Stored data
....

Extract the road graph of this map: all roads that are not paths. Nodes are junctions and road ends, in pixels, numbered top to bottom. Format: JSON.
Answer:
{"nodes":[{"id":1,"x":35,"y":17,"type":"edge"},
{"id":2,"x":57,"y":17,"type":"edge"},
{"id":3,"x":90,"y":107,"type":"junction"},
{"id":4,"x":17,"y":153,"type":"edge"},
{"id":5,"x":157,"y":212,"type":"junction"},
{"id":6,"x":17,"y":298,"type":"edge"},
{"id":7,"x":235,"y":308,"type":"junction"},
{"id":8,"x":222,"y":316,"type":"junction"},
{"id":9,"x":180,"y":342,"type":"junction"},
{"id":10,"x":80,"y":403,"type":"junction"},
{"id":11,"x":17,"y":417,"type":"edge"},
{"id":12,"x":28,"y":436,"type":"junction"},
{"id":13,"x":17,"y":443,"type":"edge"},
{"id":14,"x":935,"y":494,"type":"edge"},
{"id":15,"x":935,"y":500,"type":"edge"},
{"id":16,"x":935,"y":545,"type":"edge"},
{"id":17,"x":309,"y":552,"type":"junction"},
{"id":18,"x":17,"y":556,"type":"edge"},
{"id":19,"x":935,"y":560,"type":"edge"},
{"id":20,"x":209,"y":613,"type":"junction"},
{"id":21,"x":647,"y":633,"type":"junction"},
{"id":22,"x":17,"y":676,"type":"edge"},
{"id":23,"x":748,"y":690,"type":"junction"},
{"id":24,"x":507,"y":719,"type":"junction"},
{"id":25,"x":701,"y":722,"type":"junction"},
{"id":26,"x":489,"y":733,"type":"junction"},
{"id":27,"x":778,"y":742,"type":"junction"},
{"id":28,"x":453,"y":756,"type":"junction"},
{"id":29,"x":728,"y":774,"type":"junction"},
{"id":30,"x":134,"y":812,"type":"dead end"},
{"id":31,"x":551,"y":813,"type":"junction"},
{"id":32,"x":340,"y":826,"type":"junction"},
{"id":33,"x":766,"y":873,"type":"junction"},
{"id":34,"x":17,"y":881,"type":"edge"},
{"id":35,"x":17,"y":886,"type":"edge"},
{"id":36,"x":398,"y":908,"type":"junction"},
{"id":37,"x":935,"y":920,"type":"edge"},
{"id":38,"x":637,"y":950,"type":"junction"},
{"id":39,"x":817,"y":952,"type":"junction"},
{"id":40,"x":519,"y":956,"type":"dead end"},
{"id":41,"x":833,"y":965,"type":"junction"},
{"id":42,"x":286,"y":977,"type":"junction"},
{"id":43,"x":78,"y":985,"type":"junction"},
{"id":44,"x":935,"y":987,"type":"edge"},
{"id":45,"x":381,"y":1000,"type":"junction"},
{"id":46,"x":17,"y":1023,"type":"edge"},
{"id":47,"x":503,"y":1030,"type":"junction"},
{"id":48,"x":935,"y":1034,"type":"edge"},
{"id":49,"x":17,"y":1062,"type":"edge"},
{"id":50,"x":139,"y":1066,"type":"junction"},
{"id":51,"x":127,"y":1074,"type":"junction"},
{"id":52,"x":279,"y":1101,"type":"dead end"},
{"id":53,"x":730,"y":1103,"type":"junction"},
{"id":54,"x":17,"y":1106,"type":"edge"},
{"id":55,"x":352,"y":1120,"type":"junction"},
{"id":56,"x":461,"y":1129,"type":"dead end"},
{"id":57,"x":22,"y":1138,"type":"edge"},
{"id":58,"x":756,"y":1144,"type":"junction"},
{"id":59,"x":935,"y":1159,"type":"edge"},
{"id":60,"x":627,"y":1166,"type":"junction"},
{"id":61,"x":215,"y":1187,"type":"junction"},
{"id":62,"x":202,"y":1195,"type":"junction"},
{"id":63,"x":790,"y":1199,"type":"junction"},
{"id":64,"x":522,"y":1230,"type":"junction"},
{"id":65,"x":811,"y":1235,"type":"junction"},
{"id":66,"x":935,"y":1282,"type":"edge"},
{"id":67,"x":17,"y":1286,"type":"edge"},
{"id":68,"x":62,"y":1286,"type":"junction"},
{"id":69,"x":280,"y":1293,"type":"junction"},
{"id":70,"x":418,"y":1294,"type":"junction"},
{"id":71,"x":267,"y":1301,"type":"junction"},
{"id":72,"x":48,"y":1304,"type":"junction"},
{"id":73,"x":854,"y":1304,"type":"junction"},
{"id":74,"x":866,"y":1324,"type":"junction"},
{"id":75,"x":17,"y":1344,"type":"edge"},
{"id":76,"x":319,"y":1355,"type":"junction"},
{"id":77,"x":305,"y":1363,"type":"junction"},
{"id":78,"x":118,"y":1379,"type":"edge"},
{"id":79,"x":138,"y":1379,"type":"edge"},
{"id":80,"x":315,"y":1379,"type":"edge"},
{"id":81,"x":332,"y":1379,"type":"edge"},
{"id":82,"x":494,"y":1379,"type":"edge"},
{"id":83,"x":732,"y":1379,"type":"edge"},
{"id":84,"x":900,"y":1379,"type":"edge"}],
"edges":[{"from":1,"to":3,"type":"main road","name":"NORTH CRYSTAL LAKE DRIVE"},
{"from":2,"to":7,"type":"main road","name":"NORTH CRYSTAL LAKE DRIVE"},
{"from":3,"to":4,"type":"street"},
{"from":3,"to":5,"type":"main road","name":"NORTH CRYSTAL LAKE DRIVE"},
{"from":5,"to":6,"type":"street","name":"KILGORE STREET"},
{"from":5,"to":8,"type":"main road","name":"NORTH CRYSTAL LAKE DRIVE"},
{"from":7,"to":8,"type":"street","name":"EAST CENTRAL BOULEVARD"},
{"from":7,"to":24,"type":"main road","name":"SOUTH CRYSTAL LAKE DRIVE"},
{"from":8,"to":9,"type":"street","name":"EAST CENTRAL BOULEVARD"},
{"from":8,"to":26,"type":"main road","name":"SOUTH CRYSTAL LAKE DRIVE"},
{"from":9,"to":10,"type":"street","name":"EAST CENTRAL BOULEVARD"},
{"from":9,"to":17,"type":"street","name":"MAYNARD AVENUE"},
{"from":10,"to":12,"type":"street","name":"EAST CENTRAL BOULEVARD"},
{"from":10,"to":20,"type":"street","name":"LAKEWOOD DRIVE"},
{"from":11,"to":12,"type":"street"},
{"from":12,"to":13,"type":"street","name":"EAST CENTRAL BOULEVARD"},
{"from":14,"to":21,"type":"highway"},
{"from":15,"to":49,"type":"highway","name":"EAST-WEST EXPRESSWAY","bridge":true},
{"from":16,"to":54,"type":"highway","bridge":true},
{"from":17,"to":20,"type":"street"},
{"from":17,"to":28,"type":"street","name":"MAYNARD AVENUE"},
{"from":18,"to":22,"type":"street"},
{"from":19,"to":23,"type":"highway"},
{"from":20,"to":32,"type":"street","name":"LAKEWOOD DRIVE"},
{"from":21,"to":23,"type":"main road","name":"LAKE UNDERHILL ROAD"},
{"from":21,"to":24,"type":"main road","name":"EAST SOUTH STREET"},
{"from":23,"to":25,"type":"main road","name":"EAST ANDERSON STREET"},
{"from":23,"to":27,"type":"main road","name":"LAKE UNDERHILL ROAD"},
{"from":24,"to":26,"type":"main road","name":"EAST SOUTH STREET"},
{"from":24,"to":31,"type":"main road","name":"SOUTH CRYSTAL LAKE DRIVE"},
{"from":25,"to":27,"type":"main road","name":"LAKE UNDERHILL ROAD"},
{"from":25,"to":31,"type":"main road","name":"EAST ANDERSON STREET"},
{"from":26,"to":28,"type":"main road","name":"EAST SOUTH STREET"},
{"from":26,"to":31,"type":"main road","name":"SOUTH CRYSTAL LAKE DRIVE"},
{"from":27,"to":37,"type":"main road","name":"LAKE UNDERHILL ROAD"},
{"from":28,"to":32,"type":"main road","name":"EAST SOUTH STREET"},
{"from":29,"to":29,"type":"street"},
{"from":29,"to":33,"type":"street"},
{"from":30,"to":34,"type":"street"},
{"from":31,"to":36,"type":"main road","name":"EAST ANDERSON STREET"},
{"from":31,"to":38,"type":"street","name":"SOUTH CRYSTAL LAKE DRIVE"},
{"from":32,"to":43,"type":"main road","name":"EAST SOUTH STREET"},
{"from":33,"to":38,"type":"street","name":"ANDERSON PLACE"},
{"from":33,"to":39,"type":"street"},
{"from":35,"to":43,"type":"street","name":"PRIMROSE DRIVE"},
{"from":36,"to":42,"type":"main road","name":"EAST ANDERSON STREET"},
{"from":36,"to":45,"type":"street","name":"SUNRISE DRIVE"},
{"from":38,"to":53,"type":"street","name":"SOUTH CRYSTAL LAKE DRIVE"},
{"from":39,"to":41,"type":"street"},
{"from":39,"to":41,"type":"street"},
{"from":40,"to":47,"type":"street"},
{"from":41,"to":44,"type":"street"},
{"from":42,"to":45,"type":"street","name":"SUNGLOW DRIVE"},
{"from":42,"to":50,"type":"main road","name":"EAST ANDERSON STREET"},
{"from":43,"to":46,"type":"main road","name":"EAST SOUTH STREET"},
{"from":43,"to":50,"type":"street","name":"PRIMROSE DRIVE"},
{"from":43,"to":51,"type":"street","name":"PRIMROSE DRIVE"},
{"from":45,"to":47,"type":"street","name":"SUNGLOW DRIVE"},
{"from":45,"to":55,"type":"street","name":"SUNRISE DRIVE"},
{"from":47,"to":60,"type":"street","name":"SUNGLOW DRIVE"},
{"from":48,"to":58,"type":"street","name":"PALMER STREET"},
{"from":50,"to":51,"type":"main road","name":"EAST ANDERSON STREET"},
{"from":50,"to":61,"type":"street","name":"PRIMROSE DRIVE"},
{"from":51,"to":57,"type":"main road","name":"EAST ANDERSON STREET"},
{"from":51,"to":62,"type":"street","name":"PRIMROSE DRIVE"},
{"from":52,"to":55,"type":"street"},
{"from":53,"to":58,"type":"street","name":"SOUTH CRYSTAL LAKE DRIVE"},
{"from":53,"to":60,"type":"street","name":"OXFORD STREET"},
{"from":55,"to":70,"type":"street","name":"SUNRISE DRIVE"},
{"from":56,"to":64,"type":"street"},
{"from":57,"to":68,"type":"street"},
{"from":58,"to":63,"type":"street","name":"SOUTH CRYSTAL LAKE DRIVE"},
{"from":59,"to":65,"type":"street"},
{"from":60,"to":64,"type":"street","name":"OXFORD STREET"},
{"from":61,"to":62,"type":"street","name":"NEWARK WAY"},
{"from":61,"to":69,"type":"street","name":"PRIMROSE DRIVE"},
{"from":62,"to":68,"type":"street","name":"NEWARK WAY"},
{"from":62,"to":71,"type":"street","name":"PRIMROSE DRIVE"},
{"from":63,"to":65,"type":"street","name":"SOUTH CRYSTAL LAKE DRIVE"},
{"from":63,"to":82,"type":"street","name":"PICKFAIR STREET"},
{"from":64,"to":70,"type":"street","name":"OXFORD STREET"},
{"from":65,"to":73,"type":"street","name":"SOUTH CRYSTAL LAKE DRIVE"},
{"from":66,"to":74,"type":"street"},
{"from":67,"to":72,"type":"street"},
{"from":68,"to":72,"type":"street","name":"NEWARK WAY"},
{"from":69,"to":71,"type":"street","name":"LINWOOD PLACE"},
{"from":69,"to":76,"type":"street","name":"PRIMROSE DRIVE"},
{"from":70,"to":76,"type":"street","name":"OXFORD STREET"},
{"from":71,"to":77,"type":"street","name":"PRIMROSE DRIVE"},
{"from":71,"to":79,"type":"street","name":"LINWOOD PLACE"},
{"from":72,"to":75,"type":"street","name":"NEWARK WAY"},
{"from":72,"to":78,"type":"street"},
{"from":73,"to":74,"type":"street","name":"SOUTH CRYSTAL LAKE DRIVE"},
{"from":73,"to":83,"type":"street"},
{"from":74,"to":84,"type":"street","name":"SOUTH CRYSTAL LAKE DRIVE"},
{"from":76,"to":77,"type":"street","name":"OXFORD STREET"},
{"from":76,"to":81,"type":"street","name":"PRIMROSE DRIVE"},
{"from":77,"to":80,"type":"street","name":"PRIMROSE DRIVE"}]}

....

[WORK REQUEST] Show every line from the entries that includes the word "SUNGLOW".

[TASK RESULT]
{"from":42,"to":45,"type":"street","name":"SUNGLOW DRIVE"},
{"from":45,"to":47,"type":"street","name":"SUNGLOW DRIVE"},
{"from":47,"to":60,"type":"street","name":"SUNGLOW DRIVE"},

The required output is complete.